ABOUT THIS EXERCISE: Among the following entries, count the lines that contain "Pacífico" and report only the result.

DATA FOR THIS TASK:
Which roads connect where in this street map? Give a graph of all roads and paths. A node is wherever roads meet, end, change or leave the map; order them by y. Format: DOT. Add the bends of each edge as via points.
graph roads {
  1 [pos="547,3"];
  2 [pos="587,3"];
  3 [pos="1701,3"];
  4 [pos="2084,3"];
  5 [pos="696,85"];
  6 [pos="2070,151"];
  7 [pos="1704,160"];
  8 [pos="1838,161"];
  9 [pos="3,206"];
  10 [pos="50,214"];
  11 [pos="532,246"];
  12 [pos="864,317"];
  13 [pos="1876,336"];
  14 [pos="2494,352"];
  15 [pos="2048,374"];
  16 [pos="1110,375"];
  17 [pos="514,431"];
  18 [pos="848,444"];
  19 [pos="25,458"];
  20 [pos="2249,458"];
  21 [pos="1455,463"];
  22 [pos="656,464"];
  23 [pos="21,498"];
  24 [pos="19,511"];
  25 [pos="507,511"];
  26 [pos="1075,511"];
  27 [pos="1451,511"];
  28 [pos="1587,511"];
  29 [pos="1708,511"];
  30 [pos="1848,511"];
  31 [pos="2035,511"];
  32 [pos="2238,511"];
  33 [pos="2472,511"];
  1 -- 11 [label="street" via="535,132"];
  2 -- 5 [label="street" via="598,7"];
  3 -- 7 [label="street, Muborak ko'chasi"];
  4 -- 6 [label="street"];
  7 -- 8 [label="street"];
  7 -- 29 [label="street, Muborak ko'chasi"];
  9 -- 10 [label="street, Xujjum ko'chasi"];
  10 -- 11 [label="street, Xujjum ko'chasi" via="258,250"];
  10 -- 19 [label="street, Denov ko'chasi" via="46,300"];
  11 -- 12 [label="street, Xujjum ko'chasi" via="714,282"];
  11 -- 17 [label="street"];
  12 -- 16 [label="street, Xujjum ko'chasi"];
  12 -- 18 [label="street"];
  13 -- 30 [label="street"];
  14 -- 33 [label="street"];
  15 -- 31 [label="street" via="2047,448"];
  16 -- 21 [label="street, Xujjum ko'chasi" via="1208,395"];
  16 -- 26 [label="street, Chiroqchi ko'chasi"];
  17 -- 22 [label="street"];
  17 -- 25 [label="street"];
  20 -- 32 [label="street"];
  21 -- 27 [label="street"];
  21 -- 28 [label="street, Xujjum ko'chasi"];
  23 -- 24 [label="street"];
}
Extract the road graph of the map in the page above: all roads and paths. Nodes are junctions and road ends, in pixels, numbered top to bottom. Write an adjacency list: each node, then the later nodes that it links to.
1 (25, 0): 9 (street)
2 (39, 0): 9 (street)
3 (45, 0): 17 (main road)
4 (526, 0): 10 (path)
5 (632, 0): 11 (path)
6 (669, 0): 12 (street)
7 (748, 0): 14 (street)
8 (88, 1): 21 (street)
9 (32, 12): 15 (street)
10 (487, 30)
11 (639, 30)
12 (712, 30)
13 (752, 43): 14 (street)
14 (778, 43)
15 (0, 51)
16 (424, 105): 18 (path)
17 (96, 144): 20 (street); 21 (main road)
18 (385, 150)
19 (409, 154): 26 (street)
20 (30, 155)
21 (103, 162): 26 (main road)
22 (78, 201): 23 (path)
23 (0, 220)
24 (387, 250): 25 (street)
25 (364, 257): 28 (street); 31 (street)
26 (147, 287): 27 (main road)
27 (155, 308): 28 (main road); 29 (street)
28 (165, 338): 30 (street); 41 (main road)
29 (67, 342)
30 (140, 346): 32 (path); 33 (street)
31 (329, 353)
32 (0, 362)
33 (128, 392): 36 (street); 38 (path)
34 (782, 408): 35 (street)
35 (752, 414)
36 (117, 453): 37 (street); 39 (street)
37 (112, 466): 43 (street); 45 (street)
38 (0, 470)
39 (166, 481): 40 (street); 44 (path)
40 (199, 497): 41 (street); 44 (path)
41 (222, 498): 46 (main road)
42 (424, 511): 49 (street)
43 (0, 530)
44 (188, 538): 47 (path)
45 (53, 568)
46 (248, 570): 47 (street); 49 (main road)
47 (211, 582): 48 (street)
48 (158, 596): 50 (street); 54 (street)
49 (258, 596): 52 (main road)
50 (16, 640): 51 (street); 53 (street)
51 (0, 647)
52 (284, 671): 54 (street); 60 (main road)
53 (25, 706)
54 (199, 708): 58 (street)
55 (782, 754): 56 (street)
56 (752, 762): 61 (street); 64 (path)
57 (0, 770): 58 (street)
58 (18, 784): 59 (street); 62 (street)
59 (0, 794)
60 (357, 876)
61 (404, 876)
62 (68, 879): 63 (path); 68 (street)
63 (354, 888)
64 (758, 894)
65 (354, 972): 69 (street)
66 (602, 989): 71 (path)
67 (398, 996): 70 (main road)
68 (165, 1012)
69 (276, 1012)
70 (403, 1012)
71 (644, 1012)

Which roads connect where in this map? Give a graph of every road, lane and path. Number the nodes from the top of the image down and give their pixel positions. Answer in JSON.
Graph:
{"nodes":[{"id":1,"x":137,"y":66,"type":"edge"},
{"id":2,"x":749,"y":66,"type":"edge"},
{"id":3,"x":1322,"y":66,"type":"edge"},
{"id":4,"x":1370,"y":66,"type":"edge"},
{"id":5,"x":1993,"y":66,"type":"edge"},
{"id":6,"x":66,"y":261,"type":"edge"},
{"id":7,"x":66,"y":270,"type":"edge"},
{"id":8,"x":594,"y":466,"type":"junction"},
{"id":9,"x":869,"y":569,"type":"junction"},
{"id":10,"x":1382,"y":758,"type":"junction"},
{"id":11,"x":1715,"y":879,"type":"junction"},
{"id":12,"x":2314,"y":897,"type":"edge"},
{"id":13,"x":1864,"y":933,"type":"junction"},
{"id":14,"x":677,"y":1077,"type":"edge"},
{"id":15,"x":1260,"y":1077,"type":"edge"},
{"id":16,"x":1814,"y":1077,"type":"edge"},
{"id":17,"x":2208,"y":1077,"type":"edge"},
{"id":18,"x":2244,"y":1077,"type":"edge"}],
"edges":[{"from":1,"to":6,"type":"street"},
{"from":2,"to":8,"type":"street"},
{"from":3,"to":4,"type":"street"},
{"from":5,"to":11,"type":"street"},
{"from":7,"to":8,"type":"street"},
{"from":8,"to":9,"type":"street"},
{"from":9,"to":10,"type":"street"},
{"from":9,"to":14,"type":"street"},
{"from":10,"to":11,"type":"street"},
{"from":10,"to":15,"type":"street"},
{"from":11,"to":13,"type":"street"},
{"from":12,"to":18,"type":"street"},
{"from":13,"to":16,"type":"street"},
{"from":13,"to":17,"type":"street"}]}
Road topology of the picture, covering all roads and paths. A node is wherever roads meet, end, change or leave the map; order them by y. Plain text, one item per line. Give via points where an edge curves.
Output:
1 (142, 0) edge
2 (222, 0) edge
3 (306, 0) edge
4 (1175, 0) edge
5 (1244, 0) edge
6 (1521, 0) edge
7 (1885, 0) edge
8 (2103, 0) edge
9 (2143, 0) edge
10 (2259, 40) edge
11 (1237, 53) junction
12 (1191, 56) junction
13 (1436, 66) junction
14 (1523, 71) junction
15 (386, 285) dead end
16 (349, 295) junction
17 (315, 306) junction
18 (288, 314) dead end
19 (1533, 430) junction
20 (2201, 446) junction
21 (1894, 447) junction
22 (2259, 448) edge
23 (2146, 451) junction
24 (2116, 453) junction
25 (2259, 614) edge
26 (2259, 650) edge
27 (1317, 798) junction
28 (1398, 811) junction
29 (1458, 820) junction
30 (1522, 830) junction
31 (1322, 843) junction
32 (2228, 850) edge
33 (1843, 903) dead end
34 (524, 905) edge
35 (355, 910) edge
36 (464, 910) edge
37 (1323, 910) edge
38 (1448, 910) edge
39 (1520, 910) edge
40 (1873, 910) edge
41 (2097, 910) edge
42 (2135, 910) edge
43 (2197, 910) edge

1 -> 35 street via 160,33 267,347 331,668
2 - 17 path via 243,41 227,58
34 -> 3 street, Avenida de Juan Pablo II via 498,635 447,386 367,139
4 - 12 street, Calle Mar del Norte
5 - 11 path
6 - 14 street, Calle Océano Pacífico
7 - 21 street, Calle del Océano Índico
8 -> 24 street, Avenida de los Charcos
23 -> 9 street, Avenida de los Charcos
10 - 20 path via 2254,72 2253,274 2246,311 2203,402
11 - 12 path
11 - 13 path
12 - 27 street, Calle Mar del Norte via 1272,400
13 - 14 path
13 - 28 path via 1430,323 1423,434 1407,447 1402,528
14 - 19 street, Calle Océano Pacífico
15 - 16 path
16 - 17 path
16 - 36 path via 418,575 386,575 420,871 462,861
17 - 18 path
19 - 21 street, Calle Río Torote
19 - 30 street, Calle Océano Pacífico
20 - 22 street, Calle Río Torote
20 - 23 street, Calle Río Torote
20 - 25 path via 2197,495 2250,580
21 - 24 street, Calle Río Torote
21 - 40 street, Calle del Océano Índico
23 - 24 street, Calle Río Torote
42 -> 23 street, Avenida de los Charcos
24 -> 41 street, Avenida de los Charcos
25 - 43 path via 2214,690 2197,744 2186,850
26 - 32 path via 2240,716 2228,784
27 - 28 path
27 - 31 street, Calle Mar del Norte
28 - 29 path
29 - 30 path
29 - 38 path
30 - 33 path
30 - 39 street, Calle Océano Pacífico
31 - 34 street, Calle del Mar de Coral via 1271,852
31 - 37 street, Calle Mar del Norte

TASK RESPONSE: 4